LA City Council rebukes city attorney over ban on LAPD using crowd control weapons on journalists
Published in News & Features
LOS ANGELES — In a rare public rebuke, the Los Angeles City Council pressed the city’s top lawyer to abandon her attempt to halt a federal judge’s order prohibiting Los Angeles Police Department officers from targeting journalists with crowd control weapons.
One day before “No Kings” demonstrations against the Trump administration were set to launch in L.A. and elsewhere, the council voted 12-0 to direct City Attorney Hydee Feldstein Soto to withdraw her request to lift the order. Hours later, Feldstein Soto’s legal team did just that, informing the court it was pulling back its request.
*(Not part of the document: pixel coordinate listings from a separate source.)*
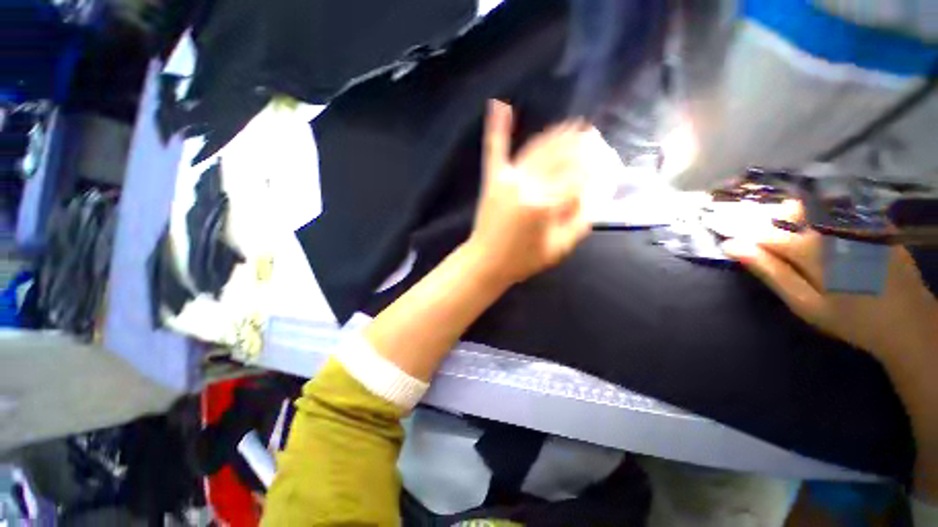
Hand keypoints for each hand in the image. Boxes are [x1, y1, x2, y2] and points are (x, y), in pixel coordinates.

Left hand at [466, 100, 592, 286]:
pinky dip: (498, 128)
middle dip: (582, 143)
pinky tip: (500, 105)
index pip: (579, 176)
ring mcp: (507, 179)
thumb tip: (596, 191)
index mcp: (545, 204)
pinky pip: (495, 150)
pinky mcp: (492, 179)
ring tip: (575, 124)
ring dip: (558, 133)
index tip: (609, 162)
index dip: (597, 166)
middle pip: (561, 155)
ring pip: (538, 147)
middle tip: (596, 136)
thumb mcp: (559, 247)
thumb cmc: (523, 259)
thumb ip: (580, 218)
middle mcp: (527, 184)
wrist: (485, 262)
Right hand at [721, 201, 937, 370]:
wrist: (909, 322)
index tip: (729, 239)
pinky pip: (841, 207)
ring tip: (796, 237)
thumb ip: (770, 272)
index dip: (743, 235)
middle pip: (789, 211)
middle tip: (769, 242)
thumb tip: (732, 246)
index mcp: (811, 249)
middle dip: (771, 222)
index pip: (763, 233)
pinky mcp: (873, 222)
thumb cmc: (851, 319)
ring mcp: (856, 221)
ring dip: (796, 216)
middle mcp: (831, 226)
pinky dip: (824, 213)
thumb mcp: (804, 303)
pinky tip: (826, 232)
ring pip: (814, 205)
Since June, the city has been hit with dozens of legal claims from protesters and journalists who reported that LAPD officers used excessive force against them during protests over Trump’s immigration crackdown.
The lawsuit that prompted the judge’s ban was brought by the Los Angeles Press Club and the news outlet Status Coup, who pointed to video evidence and testimonials suggesting that LAPD officers violated their own guidelines, as well as state law, by shooting journalists and others in sensitive parts of the body, such as the head, with weapons that launch projectiles the size of a mini soda can at speeds of more than 200 miles per hour.
“Journalism is under attack in this country — from the Trump Administration’s revocation of press access to the Pentagon to corporate consolidation of local newsrooms,” Councilmember Eunisses Hernandez, who introduced the motion opposing Feldstein Soto’s legal filing, said in a statement. “The answer cannot be for Los Angeles to join that assault by undermining court-ordered protections for journalists.”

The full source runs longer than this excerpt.